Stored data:
* * * *
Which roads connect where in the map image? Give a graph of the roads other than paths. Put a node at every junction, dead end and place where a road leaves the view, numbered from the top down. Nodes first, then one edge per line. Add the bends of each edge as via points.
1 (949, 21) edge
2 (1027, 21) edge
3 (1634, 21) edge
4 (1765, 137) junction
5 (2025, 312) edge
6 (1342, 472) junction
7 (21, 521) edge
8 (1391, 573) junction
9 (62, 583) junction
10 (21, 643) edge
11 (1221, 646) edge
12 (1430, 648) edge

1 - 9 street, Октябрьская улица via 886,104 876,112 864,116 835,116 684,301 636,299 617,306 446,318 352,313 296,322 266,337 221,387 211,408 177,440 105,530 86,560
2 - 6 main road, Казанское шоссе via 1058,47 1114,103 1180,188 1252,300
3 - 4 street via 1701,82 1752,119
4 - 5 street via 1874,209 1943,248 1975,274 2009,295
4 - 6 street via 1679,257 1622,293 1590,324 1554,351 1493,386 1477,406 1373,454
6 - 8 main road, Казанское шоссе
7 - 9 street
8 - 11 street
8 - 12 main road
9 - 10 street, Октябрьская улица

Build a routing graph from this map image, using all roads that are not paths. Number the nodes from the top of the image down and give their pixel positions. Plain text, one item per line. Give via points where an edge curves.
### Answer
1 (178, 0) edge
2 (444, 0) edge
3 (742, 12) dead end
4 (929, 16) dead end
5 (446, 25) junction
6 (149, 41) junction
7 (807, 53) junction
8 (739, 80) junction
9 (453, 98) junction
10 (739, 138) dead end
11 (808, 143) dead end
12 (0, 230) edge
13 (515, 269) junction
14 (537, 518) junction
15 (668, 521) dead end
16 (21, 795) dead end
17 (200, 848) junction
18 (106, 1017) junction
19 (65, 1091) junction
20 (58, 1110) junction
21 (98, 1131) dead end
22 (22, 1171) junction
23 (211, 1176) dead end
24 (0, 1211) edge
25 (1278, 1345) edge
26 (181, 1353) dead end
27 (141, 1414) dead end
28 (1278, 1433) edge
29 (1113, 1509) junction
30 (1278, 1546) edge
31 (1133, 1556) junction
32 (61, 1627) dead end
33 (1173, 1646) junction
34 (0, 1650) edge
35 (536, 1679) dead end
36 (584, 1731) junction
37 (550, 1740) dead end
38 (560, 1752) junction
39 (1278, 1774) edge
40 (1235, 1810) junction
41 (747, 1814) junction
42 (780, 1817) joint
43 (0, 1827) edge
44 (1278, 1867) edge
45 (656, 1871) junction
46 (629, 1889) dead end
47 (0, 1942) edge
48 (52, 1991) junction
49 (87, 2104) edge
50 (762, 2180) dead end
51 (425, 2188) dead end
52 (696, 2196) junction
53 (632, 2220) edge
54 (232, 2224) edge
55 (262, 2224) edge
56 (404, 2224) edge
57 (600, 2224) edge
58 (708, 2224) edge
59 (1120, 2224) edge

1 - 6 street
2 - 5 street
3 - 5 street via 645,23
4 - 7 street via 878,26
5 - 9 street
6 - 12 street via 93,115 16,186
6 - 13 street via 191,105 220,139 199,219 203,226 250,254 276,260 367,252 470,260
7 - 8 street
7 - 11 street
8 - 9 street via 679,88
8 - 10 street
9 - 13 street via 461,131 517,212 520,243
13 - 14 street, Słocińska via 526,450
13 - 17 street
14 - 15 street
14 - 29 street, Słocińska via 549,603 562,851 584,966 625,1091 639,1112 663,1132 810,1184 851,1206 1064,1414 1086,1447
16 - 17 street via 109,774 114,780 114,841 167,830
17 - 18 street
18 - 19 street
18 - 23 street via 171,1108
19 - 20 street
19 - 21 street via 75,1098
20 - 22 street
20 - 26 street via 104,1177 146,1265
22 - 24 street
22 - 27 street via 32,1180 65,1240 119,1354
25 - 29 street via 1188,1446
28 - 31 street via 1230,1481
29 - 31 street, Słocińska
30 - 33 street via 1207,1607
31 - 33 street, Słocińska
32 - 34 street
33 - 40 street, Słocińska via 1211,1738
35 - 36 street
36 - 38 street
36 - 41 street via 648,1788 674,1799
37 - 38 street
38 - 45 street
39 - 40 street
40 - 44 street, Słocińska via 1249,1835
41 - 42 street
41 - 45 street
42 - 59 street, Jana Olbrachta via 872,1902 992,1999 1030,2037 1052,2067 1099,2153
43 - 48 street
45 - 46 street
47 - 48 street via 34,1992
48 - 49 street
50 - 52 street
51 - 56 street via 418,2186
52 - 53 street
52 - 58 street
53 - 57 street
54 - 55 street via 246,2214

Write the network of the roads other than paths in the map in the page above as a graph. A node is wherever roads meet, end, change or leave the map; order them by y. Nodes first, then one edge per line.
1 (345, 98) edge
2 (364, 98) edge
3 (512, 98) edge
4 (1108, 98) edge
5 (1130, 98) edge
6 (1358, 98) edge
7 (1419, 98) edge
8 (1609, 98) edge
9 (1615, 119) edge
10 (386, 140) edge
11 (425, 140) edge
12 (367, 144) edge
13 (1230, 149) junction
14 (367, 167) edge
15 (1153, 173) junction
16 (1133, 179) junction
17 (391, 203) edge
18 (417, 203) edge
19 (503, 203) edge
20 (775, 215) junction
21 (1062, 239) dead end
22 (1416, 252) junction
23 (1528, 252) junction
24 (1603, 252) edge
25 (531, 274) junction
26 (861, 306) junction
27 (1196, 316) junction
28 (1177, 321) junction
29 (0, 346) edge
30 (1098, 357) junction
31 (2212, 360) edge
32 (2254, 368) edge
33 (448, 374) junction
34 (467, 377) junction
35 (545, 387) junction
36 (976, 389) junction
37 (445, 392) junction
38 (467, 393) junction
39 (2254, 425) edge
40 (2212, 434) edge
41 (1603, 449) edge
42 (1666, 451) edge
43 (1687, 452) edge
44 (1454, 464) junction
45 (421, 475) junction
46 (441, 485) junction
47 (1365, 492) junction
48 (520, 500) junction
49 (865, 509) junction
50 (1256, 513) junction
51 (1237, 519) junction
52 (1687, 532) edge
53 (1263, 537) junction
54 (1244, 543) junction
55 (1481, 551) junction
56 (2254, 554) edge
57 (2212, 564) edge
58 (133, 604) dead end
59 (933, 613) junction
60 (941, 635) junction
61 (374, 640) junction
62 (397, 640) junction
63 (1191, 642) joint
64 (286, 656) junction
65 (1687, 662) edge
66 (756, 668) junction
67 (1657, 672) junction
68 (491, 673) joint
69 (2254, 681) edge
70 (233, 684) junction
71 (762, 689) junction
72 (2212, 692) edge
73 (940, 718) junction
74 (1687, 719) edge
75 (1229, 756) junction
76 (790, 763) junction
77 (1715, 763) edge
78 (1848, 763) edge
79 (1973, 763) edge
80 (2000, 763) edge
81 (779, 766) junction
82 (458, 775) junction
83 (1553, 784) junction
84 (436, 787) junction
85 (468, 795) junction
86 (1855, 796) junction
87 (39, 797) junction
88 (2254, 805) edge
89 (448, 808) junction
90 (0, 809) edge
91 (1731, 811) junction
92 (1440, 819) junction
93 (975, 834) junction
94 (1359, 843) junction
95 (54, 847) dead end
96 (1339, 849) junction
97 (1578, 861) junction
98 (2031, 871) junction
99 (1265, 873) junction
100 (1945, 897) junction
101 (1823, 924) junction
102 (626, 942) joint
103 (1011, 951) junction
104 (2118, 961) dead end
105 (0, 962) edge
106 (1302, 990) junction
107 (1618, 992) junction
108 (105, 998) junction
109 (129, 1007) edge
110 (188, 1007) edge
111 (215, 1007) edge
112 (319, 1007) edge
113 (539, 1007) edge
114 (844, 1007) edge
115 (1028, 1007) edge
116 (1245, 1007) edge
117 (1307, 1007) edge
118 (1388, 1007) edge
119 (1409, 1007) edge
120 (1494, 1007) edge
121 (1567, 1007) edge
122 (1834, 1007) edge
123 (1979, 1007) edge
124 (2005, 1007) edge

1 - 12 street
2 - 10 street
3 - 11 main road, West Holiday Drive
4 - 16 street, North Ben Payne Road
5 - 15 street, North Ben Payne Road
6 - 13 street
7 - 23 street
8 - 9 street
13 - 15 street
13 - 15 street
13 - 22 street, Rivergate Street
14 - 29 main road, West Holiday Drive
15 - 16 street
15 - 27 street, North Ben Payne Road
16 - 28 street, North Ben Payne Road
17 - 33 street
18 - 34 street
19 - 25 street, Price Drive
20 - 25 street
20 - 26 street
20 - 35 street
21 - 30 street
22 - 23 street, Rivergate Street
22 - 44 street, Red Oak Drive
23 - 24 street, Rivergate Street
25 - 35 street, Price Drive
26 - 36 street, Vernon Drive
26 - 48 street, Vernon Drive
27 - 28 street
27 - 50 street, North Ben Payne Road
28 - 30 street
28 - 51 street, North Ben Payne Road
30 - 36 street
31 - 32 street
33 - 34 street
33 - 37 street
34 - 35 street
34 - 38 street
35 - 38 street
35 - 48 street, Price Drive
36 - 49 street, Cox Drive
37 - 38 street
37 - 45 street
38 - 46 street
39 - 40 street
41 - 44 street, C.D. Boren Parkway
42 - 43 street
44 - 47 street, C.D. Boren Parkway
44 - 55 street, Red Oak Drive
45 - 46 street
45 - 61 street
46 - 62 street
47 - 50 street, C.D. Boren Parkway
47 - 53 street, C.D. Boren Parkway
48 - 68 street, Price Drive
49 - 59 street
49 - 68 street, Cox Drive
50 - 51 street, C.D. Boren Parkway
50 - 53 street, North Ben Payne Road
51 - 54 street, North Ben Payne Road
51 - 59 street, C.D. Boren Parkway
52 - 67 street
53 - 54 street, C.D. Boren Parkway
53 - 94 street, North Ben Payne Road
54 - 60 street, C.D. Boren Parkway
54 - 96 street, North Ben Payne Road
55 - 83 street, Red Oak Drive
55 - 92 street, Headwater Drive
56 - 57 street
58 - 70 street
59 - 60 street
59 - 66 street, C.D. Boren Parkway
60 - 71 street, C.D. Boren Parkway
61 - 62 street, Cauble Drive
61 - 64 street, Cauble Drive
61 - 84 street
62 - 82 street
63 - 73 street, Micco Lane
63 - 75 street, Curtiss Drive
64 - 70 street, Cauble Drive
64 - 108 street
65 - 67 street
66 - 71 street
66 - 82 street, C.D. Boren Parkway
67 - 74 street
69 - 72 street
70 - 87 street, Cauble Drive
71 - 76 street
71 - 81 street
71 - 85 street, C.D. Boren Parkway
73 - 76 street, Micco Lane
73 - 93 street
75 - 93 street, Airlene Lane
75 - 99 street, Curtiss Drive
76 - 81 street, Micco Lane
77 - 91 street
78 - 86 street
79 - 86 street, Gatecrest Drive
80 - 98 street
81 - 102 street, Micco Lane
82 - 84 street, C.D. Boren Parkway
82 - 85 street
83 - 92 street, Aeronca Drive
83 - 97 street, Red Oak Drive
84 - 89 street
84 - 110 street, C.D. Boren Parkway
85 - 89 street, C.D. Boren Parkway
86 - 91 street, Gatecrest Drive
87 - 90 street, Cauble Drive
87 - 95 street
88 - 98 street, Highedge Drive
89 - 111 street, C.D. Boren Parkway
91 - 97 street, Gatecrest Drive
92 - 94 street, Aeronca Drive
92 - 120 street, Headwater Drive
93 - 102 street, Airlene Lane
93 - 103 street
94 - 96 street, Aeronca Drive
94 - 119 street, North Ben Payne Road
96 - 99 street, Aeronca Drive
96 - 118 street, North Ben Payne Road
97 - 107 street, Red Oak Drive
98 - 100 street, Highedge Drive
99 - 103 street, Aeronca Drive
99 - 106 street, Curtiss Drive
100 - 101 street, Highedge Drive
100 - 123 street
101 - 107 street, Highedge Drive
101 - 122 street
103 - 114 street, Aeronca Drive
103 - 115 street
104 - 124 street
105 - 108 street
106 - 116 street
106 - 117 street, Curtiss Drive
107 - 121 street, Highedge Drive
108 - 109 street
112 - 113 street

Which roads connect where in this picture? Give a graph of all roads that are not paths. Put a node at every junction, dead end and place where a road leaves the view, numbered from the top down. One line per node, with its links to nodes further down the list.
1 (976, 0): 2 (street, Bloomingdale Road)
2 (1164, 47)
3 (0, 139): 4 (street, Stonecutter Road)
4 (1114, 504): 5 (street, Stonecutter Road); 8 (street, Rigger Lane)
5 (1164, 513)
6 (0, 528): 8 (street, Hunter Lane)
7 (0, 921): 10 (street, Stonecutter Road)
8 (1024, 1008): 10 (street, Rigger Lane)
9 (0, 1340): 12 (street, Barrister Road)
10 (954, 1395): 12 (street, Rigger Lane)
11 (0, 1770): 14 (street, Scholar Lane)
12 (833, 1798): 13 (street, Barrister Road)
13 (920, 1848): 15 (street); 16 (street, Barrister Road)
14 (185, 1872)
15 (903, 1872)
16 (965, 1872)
* * * *
Copy every line from the records that holds the string "West".

-- Task answer --
3 - 11 main road, West Holiday Drive
14 - 29 main road, West Holiday Drive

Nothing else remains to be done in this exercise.